Abstract

We present in this chapter applications of condition theory for image registration problems in a general framework that is easily adapted to a variety of image processing tasks. After summarizing the history and foundations of condition theory, a short analysis is given of computational sensitivity for point correspondence between images with respect to translation, rotation-scale-translation (RST), and affine pixel transforms. Several surprising results follow from this analysis, including the principal result that increasing transform complexity is mirrored by increasing computational sensitivity, i.e., KTrans ≤ KRST ≤ KAffine. The utility of condition-based corner detectors is also seen in the demonstrated equivalence between the translational condition number and the commonly used Shi-Tomasi corner function.

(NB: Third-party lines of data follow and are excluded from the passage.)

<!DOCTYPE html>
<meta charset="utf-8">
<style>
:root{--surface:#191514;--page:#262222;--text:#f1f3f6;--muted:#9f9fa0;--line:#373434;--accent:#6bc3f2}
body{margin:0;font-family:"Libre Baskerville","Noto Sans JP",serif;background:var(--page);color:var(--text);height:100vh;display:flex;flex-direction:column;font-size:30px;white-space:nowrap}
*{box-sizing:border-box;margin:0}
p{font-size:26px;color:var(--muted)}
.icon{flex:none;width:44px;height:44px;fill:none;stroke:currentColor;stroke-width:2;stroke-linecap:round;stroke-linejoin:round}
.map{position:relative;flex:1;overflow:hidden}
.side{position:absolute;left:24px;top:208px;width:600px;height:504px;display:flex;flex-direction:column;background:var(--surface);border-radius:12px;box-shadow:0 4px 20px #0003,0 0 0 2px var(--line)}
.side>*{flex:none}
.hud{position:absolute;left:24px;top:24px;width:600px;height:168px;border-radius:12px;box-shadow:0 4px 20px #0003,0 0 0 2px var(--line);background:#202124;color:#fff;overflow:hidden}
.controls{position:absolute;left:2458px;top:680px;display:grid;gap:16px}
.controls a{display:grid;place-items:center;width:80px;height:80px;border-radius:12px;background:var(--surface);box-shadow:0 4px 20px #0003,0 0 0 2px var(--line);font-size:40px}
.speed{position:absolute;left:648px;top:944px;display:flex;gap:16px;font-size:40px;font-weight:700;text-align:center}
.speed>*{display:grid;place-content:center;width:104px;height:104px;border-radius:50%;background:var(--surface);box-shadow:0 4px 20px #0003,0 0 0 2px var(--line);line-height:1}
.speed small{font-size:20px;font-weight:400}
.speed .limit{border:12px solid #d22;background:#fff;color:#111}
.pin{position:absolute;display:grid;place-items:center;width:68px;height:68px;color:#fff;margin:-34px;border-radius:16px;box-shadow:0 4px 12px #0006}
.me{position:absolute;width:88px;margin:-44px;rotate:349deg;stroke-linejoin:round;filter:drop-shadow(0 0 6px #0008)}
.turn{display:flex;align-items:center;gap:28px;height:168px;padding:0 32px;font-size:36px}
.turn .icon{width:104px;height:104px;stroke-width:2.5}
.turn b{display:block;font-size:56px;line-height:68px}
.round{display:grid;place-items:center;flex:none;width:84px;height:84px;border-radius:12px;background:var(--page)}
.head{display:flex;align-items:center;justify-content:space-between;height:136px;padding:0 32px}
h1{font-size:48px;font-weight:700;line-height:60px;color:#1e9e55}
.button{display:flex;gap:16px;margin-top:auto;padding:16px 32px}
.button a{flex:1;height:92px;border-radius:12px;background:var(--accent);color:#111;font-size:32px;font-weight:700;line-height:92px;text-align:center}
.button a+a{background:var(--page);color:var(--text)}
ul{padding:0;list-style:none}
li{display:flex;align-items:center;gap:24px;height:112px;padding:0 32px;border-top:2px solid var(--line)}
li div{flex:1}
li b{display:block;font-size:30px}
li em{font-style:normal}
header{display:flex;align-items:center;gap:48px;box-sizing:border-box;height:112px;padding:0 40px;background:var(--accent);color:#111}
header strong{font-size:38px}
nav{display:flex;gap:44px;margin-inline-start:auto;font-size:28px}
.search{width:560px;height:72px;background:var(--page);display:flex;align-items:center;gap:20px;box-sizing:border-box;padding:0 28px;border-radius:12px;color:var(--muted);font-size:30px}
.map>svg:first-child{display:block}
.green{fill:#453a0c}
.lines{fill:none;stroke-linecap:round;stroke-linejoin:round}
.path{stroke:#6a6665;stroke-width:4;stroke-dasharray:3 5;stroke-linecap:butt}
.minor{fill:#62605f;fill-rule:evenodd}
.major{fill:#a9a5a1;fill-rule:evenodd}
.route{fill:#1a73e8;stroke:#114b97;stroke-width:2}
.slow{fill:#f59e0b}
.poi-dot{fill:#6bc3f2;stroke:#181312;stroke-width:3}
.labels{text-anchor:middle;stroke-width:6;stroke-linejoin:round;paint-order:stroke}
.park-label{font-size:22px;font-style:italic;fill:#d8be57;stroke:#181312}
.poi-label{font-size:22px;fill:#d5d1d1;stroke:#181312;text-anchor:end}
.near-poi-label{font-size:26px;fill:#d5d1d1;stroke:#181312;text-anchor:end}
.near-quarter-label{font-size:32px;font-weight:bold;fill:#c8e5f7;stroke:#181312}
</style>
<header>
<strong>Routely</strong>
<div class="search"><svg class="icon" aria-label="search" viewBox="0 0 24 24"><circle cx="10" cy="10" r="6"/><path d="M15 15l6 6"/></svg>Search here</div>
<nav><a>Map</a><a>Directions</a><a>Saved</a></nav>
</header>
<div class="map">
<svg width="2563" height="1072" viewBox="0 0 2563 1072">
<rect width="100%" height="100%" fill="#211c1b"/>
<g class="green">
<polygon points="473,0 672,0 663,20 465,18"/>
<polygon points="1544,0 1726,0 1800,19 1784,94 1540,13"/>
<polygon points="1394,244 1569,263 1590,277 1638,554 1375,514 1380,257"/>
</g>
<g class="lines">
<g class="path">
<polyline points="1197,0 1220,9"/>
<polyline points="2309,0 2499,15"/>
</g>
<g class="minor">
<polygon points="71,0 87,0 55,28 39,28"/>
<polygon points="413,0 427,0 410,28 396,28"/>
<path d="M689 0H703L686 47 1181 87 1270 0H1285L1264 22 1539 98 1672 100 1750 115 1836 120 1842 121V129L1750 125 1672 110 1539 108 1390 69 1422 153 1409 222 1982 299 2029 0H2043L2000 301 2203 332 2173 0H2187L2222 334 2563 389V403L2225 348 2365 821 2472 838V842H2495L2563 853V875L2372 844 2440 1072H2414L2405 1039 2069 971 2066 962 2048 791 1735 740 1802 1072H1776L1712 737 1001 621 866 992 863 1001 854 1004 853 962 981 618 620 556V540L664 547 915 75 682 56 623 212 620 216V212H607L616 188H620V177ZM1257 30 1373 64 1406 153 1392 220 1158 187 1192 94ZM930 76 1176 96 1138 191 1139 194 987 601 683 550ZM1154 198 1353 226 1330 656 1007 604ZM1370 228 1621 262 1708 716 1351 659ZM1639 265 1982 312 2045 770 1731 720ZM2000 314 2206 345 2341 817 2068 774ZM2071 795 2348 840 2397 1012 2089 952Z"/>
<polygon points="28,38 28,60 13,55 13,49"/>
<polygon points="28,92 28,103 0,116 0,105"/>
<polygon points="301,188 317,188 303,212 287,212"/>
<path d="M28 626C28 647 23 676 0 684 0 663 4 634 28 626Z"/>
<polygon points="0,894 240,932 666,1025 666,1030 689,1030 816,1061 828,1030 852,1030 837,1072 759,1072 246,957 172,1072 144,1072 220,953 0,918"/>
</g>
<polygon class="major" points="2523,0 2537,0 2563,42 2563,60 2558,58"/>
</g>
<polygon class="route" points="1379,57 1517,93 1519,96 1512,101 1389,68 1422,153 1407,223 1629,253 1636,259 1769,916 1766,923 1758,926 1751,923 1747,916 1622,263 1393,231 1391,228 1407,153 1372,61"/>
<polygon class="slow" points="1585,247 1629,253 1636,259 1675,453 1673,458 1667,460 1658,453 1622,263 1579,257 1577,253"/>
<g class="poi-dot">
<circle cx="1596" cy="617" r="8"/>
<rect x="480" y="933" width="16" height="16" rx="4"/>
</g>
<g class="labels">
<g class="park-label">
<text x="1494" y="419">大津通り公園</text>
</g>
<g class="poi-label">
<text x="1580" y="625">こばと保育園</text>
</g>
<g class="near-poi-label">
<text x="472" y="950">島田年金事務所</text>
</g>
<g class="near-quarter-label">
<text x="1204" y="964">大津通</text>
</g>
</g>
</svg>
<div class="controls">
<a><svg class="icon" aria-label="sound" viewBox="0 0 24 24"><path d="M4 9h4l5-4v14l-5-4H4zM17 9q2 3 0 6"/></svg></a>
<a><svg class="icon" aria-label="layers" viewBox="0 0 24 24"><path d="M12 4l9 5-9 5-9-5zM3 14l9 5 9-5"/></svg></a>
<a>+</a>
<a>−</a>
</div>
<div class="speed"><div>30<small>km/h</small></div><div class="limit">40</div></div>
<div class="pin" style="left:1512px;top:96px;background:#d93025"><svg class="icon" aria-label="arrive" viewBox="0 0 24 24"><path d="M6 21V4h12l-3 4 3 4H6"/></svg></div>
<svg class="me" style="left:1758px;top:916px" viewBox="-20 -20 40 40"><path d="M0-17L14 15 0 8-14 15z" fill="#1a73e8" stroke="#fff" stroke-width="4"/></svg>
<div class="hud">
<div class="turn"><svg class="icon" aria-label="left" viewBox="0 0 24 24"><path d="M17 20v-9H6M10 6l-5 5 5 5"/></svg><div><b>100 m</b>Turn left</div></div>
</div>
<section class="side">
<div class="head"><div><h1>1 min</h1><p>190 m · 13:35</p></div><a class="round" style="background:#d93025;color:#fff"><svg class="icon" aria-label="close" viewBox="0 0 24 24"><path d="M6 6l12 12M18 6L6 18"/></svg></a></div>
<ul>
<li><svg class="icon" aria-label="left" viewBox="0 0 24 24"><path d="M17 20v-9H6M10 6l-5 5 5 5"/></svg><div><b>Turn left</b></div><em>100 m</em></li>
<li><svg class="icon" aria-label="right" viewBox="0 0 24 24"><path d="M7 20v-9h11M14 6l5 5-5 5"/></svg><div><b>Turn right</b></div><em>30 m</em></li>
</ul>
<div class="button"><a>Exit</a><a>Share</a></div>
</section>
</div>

These results are supplemented by a short discussion of sensitivity estimation for the computed transform parameters and any resulting registration misalignment.

Introduction

The central issue in image registration is the problem of establishing correspondence between image features, whether they are point features (e.g., corner locations) or extended features (e.g., level sets). Corresponding features then act as input for the process of computing a low-dimensional pixel map between images. The success of this approach depends on the accuracy of the feature correspondence, in the sense that mismatched features can lead to completely erroneous transform estimates. Mismatches may be due to computational constraints that limit the complexity of the feature-matching algorithm or may be intrinsic to the image pair as is the case with identical local features, such as windows in an office building.